*** Block opens ***
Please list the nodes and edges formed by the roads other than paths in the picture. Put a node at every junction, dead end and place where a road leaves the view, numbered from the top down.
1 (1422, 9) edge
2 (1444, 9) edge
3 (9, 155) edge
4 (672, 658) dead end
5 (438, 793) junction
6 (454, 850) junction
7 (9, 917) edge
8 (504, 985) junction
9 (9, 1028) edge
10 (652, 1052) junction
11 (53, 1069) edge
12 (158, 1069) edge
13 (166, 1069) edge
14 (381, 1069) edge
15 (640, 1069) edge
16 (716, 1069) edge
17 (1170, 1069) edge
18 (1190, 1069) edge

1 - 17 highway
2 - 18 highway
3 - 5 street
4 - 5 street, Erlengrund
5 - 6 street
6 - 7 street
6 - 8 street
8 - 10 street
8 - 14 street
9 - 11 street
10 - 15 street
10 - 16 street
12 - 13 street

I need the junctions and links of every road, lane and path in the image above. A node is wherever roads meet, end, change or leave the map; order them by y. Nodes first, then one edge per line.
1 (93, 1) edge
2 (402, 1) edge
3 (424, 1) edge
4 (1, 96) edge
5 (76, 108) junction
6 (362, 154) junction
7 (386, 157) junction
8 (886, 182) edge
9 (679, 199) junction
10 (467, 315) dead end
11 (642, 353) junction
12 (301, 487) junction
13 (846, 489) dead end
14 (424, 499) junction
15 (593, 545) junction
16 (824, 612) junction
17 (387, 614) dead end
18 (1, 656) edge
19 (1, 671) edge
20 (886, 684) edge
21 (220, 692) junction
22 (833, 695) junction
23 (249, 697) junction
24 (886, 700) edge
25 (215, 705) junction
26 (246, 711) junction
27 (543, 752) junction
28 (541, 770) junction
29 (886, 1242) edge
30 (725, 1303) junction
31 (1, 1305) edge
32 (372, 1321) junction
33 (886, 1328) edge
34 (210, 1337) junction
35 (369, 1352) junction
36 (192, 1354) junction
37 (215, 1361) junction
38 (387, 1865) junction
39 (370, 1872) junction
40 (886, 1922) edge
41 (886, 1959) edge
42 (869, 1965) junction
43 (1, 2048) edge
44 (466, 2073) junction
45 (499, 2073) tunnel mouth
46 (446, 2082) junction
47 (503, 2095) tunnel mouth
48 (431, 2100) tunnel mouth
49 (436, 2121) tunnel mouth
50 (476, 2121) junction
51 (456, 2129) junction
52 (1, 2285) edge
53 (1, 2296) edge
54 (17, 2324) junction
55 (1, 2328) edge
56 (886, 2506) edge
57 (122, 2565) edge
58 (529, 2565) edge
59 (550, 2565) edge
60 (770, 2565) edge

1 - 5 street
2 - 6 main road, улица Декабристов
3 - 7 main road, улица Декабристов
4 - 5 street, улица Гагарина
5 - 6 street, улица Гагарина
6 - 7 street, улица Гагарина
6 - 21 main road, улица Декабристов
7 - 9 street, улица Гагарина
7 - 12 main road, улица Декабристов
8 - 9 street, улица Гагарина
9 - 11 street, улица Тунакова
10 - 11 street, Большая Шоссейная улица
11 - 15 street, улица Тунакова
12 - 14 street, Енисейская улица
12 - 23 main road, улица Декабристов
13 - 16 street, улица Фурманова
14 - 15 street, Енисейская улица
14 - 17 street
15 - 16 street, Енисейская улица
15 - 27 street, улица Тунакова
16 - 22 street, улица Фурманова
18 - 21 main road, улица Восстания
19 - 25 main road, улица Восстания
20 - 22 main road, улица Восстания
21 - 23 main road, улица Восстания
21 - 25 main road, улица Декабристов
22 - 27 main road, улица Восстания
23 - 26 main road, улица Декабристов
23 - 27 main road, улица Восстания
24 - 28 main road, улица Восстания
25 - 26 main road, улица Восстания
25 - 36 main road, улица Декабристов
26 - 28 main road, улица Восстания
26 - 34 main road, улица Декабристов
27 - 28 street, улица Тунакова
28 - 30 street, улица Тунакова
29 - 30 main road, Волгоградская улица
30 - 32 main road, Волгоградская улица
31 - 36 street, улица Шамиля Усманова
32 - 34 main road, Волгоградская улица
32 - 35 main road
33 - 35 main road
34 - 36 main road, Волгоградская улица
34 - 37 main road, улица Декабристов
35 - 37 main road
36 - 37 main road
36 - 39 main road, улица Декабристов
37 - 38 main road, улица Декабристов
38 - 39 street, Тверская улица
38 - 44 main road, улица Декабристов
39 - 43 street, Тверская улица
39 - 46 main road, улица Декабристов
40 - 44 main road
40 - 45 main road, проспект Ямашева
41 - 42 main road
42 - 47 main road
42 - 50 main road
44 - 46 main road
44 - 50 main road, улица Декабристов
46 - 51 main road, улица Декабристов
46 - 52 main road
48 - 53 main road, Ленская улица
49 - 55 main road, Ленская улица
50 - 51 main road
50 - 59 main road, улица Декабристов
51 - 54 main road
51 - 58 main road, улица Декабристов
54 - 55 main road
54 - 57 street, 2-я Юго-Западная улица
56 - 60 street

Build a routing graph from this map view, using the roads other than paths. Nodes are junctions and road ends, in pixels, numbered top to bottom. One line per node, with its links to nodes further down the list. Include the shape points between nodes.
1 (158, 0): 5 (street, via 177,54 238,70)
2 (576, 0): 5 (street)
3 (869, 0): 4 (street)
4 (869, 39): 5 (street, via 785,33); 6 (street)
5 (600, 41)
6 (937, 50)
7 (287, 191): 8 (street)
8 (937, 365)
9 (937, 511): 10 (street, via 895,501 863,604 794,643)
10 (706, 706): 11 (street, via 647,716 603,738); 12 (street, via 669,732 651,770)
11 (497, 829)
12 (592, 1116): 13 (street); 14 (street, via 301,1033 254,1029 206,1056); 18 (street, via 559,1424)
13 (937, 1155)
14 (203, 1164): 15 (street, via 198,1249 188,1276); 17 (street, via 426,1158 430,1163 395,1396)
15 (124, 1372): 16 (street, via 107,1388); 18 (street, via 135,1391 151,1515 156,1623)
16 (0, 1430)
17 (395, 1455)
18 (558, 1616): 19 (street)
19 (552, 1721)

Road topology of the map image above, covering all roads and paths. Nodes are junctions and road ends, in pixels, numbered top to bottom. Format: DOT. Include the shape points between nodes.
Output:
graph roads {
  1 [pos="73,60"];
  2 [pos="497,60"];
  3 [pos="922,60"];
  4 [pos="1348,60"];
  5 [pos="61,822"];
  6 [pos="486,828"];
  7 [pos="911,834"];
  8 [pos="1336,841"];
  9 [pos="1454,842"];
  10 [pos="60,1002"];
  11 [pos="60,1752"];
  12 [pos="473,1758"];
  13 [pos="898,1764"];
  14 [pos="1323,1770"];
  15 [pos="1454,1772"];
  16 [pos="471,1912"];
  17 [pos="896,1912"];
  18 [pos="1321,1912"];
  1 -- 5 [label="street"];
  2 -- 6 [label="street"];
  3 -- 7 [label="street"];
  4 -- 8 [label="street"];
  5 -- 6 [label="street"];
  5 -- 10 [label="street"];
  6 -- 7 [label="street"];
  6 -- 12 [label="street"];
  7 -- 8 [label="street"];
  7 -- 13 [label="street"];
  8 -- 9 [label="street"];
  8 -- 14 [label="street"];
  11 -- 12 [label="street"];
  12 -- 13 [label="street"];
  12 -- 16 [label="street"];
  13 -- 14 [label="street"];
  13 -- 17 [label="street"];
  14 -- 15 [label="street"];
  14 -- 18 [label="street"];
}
*** Block closes ***
Go through the listing above and list every line that has the word "ends".

Answer for this exercise -
Build a routing graph from this map view, using the roads other than paths. Nodes are junctions and road ends, in pixels, numbered top to bottom. One line per node, with its links to nodes further down the list. Include the shape points between nodes.
Road topology of the map image above, covering all roads and paths. Nodes are junctions and road ends, in pixels, numbered top to bottom. Format: DOT. Include the shape points between nodes.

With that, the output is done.